Statistical analysis
Statistical analyses were performed using the SPSS 20.0 software package (IBM Corp., Armonk, NY, United States). Information visualization was completed using the R program (Version 3.3.6). Statistical analyses of variations between teams were made by the Student’s t-test, one-way ANOVA with a Fisher’s post hoc comparison test or two-way ANOVA with multiple post hoc comparisons.
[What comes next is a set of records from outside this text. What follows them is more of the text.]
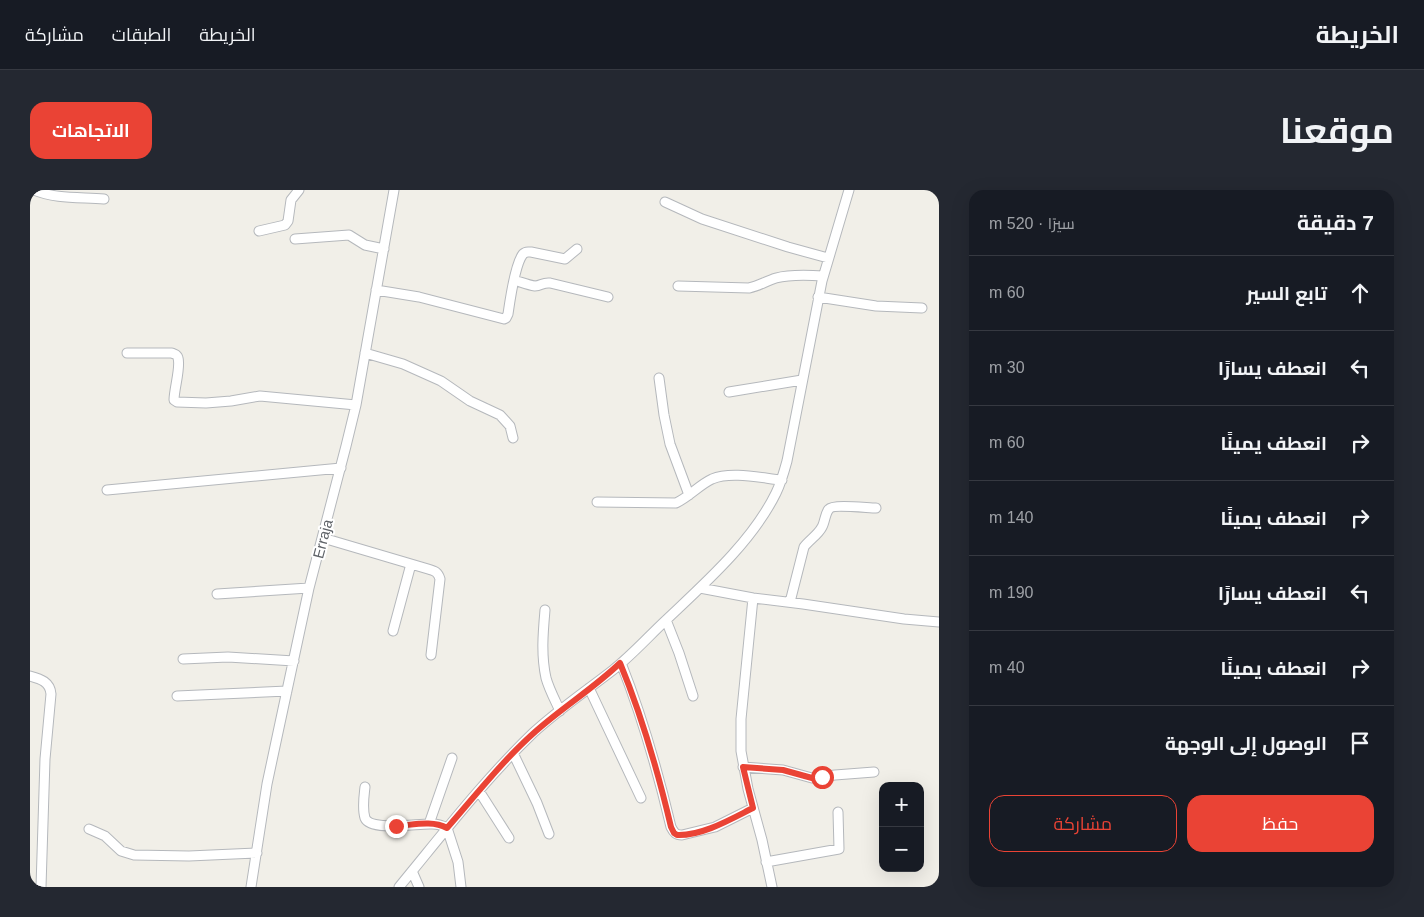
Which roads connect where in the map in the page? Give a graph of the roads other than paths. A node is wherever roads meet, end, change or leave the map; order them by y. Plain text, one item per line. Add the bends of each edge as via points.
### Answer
1 (34, 190) edge
2 (299, 190) edge
3 (394, 190) edge
4 (845, 190) edge
5 (104, 198) dead end
6 (665, 202) dead end
7 (260, 231) dead end
8 (295, 238) dead end
9 (384, 249) junction
10 (576, 250) dead end
11 (828, 258) junction
12 (823, 276) junction
13 (514, 280) junction
14 (678, 286) dead end
15 (376, 290) junction
16 (608, 297) dead end
17 (818, 297) junction
18 (922, 308) dead end
19 (127, 353) dead end
20 (365, 354) junction
21 (659, 378) dead end
22 (802, 380) junction
23 (729, 392) dead end
24 (356, 405) junction
25 (513, 438) dead end
26 (341, 468) junction
27 (782, 480) junction
28 (107, 490) dead end
29 (689, 495) junction
30 (597, 502) dead end
31 (876, 508) dead end
32 (323, 538) junction
33 (411, 564) junction
34 (310, 588) junction
35 (700, 588) junction
36 (217, 594) dead end
37 (753, 598) junction
38 (790, 602) junction
39 (545, 610) dead end
40 (666, 620) junction
41 (939, 622) edge
42 (393, 631) dead end
43 (431, 654) dead end
44 (183, 659) dead end
45 (294, 661) junction
46 (620, 663) junction
47 (30, 676) edge
48 (589, 688) junction
49 (287, 691) junction
50 (177, 696) dead end
51 (693, 696) dead end
52 (560, 711) junction
53 (513, 753) junction
54 (452, 758) dead end
55 (743, 767) junction
56 (874, 772) dead end
57 (365, 787) dead end
58 (479, 791) junction
59 (640, 798) dead end
60 (753, 808) junction
61 (838, 812) dead end
62 (429, 824) junction
63 (447, 828) junction
64 (89, 829) dead end
65 (550, 834) dead end
66 (509, 838) dead end
67 (257, 853) junction
68 (766, 862) junction
69 (412, 871) junction
70 (41, 887) edge
71 (251, 887) edge
72 (399, 887) edge
73 (419, 887) edge
74 (462, 887) edge
75 (772, 887) edge

1 - 5 street via 50,195
2 - 7 street via 291,200 285,225
3 - 9 street, Erraja
4 - 11 street
6 - 11 street via 702,219
8 - 9 street via 349,235 365,245
9 - 15 street, Erraja
10 - 13 street via 565,259 526,252
11 - 12 street
12 - 14 street via 775,278 749,288
12 - 17 street
13 - 15 street via 508,314 504,319 419,297
13 - 16 street via 533,286 550,283
15 - 20 street, Erraja
17 - 18 street via 876,306
17 - 22 street
19 - 24 street via 176,355 174,400 177,402 206,403 260,396
20 - 24 street, Erraja
20 - 25 street via 403,364 441,381 463,397 500,415 510,426
21 - 29 street via 670,444
22 - 23 street
22 - 27 street
24 - 26 street, Erraja
26 - 28 street
26 - 32 street, Erraja
27 - 29 street via 724,477 712,479
27 - 35 street via 758,523
29 - 30 street via 676,503 666,504
31 - 38 street via 832,506 829,509 821,530 804,547
32 - 33 street
32 - 34 street, Erraja
33 - 42 street
33 - 43 street via 436,571 440,579
34 - 36 street
34 - 45 street, Erraja
35 - 37 street
35 - 40 street
37 - 38 street
37 - 55 street via 740,735
38 - 41 street via 904,620
39 - 52 street via 542,644 546,679
40 - 46 street
40 - 51 street
44 - 45 street
45 - 49 street, Erraja
46 - 48 street
46 - 60 street via 638,710 674,833 682,835 715,827
47 - 70 street via 43,679 50,686 51,694 45,751
48 - 52 street
48 - 59 street
49 - 50 street
49 - 67 street, Erraja
52 - 53 street
53 - 58 street
53 - 65 street
54 - 62 street
55 - 56 street via 783,770 812,778
55 - 60 street
57 - 62 street via 363,809 368,823 396,826
58 - 63 street
58 - 66 street
60 - 68 street
61 - 68 street via 839,849
62 - 63 street
63 - 69 street
63 - 74 street
64 - 67 street via 106,836 121,851 134,855
67 - 71 street, Erraja
68 - 75 street
69 - 72 street
69 - 73 street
Differences with a p-value < 0.05 were considered statistically significant.
Results
Myocardial infarction increases Adipsin expression during the acute phase
To decipher the potential role of Adipsin in the realm of MI, serum Adipsin levels were determined in patients with acute MI. Upon admission, Adipsin levels in the serum were significantly higher in acute MI patients than the control group (Figure 1A and Supplementary Table S1). At the 1-month follow-up, the differences in serum Adipsin levels between groups vanished (Figure 1A).
We then established an experimental MI mouse model and sampled them for 4 weeks in order to investigate the changes of Adipsin production and secretion in vivo (Figure 1B).
Adipsin mRNA expression was examined using real-time quantitative PCR (RT-qPCR) in tissues or organs, including pericardial adipose tissue (PAT), subcutaneous adipose tissue (SAT), brown adipose tissue (BAT), heart, kidney, liver, lung, spleen, and muscle, to determine the source of Adipsin production. Our findings indicated that the predominant source of serum Adipsin production is adipose tissues. Additionally, PAT was more sensitive to MI, with the greatest degree of Adipsin upregulation following MI (Figure 1C).
Adipsin protein levels in PAT were significantly elevated, as indicated by Western blot analysis (Figures 1D,E). In our MI model, a similar trend was seen for serum and cardiac tissues following MI injury (Figures 1D,F,G). MI-evoked changes in Adipsin expression were also observed using immunohistochemistry technique in adipose tissues from mice subjected to MI (Supplementary Figure S1).
It is worth mentioning that Adipsin protein levels in cardiac tissues depend on serum levels (Figures 1D,F,G), while Adipsin mRNA expression in cardiac tissues is fairly low (Figure 1C). This implies that Adipsin found in cardiac tissues is most likely to originate from adipose tissues prior to delivery via systemic circulation.
Accumulation of exosomes derived from pericardial adipose tissues (Pericardial-AT Exo)
Given that pericardial fat releases a substantial quantity of adipokines and is linked to cardiac function (23, 24), we focused on exosomes derived from pericardial adipose tissues (Pericardial-AT Exo) to investigate the effect of Adipsin on the heart. Under electron microscopy, exosomes isolated and purified from pericardial adipose tissues had a characteristic exosome shape in vitro (Figure 2A and Supplementary Figure S2). In addition, WB analysis of isolated exosomes showed the exosome positive markers (CD63 and TSG101) were highly expressed, while the exclusive protein GM130 was unidentified. Adipsin protein was detected in these exosomes (Figure 2B).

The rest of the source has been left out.